-- Data records --
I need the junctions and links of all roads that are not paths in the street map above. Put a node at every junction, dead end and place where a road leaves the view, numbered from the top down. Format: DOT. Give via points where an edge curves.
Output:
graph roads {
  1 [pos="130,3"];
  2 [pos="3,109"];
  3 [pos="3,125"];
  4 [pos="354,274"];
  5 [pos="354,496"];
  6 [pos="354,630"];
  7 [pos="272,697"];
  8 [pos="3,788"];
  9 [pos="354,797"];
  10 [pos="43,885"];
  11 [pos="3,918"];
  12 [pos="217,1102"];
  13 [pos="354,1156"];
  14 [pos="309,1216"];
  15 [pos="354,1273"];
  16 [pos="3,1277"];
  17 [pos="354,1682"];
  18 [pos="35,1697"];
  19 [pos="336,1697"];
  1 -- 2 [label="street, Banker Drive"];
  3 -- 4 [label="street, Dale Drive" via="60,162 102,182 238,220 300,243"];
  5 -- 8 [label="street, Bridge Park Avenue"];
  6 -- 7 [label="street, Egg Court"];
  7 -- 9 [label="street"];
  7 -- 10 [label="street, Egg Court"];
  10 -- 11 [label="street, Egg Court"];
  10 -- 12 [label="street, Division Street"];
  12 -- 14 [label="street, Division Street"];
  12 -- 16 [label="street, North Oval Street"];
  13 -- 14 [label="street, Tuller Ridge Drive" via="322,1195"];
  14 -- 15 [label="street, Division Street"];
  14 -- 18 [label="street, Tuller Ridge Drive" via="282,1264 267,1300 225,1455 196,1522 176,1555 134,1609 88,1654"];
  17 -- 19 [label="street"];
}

...

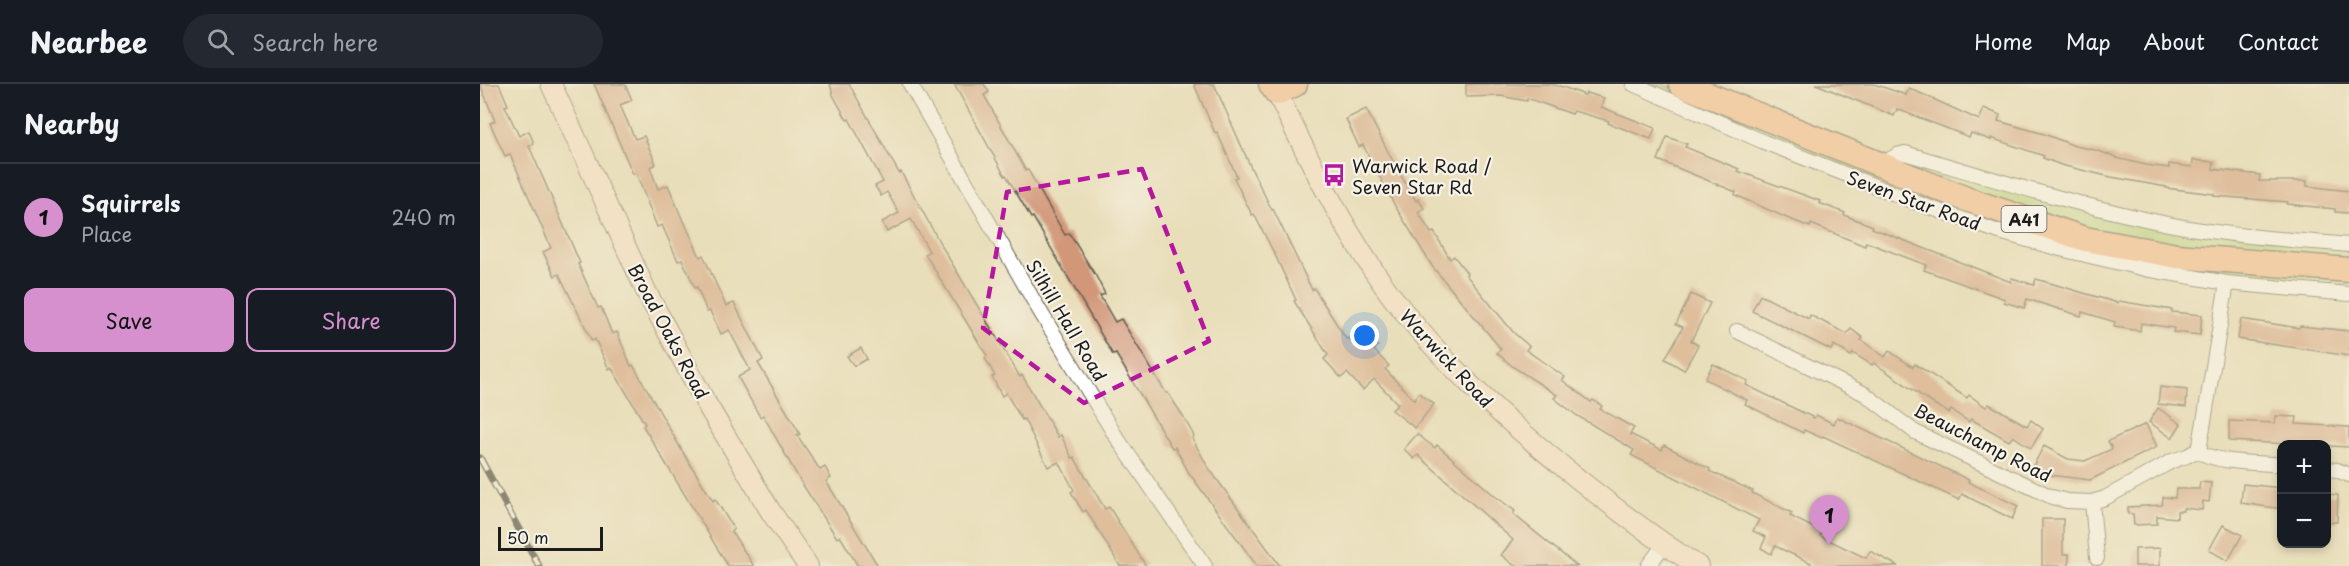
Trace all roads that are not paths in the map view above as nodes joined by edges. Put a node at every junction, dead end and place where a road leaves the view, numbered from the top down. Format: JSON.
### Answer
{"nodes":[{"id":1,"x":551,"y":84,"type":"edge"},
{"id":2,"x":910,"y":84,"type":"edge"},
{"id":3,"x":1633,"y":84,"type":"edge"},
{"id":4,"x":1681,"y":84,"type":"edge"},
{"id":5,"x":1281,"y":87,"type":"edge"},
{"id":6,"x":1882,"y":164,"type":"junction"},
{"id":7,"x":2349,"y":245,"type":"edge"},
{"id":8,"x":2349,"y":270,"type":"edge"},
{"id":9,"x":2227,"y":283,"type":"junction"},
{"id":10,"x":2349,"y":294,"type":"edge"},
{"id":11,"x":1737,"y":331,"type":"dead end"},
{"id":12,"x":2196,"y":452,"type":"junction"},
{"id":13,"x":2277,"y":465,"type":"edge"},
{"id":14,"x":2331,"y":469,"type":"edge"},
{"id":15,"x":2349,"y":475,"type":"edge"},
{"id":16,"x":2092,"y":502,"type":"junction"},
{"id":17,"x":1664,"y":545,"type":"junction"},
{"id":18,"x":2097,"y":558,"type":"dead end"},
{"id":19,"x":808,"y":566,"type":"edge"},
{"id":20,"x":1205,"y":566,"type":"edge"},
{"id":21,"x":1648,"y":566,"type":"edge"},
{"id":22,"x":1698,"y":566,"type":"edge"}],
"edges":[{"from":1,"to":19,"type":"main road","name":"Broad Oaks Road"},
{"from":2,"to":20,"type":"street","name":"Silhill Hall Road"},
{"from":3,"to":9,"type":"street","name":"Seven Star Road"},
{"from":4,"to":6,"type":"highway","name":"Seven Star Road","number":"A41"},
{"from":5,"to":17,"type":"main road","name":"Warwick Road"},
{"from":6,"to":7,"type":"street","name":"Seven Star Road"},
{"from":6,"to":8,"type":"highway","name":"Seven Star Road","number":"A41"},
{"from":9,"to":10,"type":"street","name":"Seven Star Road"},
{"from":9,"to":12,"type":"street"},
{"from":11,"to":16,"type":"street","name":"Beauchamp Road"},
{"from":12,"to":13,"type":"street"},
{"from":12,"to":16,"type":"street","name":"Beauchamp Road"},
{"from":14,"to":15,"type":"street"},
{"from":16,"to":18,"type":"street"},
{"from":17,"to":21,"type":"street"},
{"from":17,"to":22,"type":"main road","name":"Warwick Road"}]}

==

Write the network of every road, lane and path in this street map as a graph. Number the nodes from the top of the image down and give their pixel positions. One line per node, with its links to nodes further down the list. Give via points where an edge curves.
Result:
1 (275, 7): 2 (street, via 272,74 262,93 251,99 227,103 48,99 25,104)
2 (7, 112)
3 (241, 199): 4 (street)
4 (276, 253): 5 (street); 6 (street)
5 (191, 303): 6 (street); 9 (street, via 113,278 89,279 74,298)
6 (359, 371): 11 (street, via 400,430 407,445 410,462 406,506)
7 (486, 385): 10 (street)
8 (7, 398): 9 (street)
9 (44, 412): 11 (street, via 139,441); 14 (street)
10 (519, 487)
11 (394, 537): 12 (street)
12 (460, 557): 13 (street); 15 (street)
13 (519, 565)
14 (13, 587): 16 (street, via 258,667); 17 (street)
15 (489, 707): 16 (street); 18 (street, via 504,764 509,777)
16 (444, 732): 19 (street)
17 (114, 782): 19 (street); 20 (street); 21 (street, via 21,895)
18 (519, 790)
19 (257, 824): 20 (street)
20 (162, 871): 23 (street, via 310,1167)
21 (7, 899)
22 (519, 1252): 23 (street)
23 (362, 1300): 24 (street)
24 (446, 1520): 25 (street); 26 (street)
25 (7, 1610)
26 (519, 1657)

-- Prompt --
Search the records line by line for the word "above" and copy every line where it appears.

-- Response to this task --
I need the junctions and links of all roads that are not paths in the street map above. Put a node at every junction, dead end and place where a road leaves the view, numbered from the top down. Format: DOT. Give via points where an edge curves.
Trace all roads that are not paths in the map view above as nodes joined by edges. Put a node at every junction, dead end and place where a road leaves the view, numbered from the top down. Format: JSON.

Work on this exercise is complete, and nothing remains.